[[ Record set open ]]

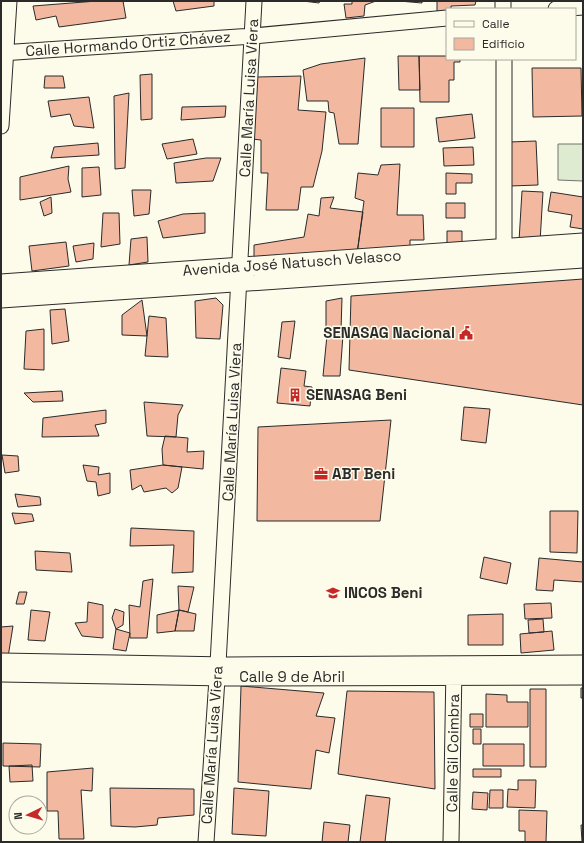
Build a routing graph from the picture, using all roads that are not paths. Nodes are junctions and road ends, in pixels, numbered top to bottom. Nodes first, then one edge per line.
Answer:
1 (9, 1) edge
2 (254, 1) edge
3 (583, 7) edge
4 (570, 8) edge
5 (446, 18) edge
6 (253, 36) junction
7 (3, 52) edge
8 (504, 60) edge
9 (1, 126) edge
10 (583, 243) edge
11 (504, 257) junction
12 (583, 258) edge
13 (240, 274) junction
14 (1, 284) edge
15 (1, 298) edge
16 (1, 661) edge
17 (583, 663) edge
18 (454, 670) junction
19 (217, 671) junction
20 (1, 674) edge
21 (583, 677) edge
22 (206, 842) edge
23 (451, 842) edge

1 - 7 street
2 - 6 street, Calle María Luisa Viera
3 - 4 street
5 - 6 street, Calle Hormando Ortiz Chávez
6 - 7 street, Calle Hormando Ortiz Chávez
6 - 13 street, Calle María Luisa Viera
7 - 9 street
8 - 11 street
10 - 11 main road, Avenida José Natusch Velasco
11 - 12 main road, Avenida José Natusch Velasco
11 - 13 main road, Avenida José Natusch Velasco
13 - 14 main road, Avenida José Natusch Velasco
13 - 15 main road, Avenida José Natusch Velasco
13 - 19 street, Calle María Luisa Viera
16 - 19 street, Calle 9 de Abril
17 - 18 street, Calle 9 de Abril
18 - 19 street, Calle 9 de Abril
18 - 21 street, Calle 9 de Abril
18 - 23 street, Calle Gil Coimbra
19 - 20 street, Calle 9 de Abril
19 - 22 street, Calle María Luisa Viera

[[ Record set closed ]]

Try it:
Please repeat the records above exactly, leaving every picture out.

Exercise solution:
Build a routing graph from the picture, using all roads that are not paths. Nodes are junctions and road ends, in pixels, numbered top to bottom. Nodes first, then one edge per line.
Answer:
1 (9, 1) edge
2 (254, 1) edge
3 (583, 7) edge
4 (570, 8) edge
5 (446, 18) edge
6 (253, 36) junction
7 (3, 52) edge
8 (504, 60) edge
9 (1, 126) edge
10 (583, 243) edge
11 (504, 257) junction
12 (583, 258) edge
13 (240, 274) junction
14 (1, 284) edge
15 (1, 298) edge
16 (1, 661) edge
17 (583, 663) edge
18 (454, 670) junction
19 (217, 671) junction
20 (1, 674) edge
21 (583, 677) edge
22 (206, 842) edge
23 (451, 842) edge

1 - 7 street
2 - 6 street, Calle María Luisa Viera
3 - 4 street
5 - 6 street, Calle Hormando Ortiz Chávez
6 - 7 street, Calle Hormando Ortiz Chávez
6 - 13 street, Calle María Luisa Viera
7 - 9 street
8 - 11 street
10 - 11 main road, Avenida José Natusch Velasco
11 - 12 main road, Avenida José Natusch Velasco
11 - 13 main road, Avenida José Natusch Velasco
13 - 14 main road, Avenida José Natusch Velasco
13 - 15 main road, Avenida José Natusch Velasco
13 - 19 street, Calle María Luisa Viera
16 - 19 street, Calle 9 de Abril
17 - 18 street, Calle 9 de Abril
18 - 19 street, Calle 9 de Abril
18 - 21 street, Calle 9 de Abril
18 - 23 street, Calle Gil Coimbra
19 - 20 street, Calle 9 de Abril
19 - 22 street, Calle María Luisa Viera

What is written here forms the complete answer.